TASK PROMPT: Keep every line in which "that" occurs and drop the rest of the data.

RECORDS PROVIDED:
BEGIN

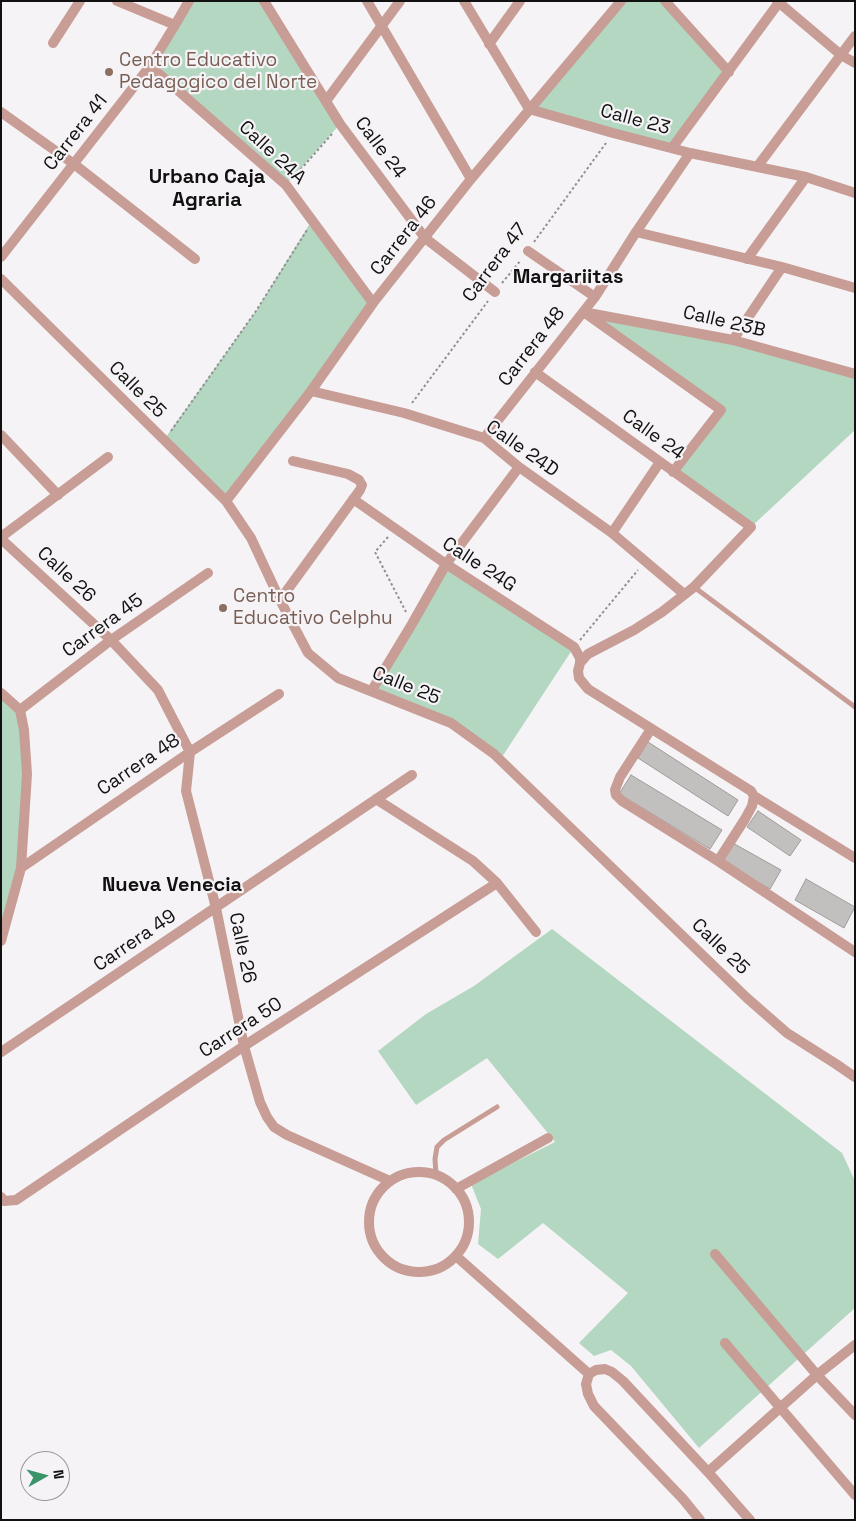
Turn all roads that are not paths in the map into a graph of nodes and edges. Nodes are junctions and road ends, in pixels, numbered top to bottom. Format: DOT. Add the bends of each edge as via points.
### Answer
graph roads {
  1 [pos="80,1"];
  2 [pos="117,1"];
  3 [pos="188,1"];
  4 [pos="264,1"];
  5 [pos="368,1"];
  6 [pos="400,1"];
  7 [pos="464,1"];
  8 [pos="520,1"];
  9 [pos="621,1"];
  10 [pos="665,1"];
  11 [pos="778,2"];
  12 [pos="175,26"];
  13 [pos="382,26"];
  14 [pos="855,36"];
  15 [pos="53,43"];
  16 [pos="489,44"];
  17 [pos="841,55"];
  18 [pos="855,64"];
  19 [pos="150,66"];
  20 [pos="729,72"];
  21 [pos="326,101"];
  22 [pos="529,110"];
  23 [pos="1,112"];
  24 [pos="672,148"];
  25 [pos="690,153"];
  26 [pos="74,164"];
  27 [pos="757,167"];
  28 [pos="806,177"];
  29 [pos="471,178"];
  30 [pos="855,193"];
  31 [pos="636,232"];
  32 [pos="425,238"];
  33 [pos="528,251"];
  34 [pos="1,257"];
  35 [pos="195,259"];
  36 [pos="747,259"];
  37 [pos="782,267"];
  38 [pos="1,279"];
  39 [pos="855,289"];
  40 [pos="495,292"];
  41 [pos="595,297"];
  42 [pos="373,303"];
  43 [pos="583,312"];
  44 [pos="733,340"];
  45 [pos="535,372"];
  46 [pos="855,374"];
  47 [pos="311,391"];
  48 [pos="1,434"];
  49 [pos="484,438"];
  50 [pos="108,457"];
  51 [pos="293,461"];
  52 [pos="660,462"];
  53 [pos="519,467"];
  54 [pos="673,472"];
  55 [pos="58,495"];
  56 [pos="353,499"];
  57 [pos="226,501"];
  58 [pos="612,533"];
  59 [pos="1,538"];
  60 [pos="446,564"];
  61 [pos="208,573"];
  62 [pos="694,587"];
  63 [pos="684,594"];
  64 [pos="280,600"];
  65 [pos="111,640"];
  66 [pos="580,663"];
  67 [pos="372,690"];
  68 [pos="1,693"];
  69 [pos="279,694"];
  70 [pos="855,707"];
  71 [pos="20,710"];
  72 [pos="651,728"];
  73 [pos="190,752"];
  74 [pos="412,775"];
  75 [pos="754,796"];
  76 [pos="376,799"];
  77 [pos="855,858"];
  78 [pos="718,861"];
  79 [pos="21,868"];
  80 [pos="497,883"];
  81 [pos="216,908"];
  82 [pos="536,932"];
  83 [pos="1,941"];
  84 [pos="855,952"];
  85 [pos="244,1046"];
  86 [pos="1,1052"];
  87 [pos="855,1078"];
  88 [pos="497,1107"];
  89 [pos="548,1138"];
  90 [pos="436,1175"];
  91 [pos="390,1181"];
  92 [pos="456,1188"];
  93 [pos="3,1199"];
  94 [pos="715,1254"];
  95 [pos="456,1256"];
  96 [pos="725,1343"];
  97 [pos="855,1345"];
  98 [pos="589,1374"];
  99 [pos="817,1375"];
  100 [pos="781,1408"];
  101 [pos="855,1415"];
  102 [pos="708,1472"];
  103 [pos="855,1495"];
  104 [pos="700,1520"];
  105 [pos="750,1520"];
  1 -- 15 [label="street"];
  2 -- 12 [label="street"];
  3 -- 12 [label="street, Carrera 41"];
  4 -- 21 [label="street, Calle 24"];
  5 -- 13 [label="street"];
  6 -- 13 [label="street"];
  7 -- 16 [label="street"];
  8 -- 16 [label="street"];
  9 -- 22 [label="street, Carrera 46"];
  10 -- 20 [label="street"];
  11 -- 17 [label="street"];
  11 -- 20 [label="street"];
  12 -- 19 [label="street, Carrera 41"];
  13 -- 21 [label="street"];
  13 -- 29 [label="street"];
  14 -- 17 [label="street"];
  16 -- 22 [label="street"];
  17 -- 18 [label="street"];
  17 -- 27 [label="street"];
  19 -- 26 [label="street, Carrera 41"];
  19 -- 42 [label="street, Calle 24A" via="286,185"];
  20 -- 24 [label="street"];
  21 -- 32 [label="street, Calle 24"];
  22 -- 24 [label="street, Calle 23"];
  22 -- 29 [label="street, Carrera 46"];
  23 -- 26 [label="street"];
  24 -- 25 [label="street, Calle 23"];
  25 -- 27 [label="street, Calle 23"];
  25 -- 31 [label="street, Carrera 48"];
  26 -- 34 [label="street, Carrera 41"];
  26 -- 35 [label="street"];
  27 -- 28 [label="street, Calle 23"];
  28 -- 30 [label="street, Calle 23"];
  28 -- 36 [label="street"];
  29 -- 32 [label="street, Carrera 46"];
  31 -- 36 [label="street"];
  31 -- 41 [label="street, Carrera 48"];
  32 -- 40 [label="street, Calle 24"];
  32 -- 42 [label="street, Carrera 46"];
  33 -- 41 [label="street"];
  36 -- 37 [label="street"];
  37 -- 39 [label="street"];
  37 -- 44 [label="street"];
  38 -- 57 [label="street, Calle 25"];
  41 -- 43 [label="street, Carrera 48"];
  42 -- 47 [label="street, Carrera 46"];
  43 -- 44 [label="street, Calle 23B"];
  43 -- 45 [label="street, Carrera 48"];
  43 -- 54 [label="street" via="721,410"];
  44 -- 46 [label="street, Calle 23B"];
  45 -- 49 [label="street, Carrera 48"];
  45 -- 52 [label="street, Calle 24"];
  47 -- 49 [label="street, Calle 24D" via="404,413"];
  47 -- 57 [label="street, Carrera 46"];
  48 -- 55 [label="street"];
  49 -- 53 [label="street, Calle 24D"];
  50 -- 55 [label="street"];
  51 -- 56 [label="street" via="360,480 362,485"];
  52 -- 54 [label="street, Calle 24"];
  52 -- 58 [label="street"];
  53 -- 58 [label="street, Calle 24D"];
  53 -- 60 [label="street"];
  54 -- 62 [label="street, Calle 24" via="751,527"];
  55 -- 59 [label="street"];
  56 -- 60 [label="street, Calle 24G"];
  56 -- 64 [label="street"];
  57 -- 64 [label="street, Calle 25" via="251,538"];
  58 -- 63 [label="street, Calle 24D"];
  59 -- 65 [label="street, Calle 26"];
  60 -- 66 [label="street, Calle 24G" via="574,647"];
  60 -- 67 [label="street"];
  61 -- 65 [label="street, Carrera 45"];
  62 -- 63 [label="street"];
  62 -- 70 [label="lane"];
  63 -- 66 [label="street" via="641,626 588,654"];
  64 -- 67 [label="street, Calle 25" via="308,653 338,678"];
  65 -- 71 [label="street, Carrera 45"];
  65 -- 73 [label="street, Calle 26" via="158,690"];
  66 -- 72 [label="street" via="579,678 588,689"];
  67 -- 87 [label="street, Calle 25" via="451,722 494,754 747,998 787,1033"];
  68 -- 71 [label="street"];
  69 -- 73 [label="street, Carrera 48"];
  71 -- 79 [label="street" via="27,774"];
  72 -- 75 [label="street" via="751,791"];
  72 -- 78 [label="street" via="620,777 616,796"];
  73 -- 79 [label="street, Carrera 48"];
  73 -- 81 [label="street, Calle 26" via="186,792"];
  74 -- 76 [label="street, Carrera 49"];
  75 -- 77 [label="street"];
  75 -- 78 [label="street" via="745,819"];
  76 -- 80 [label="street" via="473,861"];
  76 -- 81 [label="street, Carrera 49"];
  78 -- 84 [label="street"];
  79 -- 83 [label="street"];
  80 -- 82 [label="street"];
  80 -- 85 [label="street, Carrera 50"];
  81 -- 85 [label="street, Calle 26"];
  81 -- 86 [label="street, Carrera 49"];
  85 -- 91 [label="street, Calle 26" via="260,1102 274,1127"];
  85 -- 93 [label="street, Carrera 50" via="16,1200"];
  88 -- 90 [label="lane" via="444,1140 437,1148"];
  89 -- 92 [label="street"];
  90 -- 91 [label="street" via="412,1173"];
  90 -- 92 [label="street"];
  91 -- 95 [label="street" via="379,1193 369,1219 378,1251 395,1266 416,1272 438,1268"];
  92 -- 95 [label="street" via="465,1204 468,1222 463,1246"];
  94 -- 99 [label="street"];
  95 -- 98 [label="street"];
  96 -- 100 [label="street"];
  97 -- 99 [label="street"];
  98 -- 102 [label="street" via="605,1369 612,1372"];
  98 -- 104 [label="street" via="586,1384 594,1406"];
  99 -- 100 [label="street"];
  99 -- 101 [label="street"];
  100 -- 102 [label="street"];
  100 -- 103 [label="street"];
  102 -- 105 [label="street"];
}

END
BEGIN

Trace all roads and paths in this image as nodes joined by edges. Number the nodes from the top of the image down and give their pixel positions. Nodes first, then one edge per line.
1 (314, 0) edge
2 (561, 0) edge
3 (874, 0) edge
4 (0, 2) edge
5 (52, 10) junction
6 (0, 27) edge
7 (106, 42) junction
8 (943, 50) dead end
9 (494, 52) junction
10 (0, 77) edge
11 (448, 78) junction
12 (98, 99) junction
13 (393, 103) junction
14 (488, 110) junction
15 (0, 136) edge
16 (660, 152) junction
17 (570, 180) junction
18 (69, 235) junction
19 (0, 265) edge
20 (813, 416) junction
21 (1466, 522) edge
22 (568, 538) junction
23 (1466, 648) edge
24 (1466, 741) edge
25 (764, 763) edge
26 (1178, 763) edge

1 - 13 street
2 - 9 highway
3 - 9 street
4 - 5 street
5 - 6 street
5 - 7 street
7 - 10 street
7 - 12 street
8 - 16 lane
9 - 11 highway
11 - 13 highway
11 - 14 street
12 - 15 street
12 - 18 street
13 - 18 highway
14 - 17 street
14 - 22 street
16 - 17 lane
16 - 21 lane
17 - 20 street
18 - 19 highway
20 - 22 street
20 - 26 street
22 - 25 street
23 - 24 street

END
BEGIN

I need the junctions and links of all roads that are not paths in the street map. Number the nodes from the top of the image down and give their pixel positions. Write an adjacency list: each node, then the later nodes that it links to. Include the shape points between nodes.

END

PROBLEM SOLUTION:
Turn all roads that are not paths in the map into a graph of nodes and edges. Nodes are junctions and road ends, in pixels, numbered top to bottom. Format: DOT. Add the bends of each edge as via points.
I need the junctions and links of all roads that are not paths in the street map. Number the nodes from the top of the image down and give their pixel positions. Write an adjacency list: each node, then the later nodes that it links to. Include the shape points between nodes.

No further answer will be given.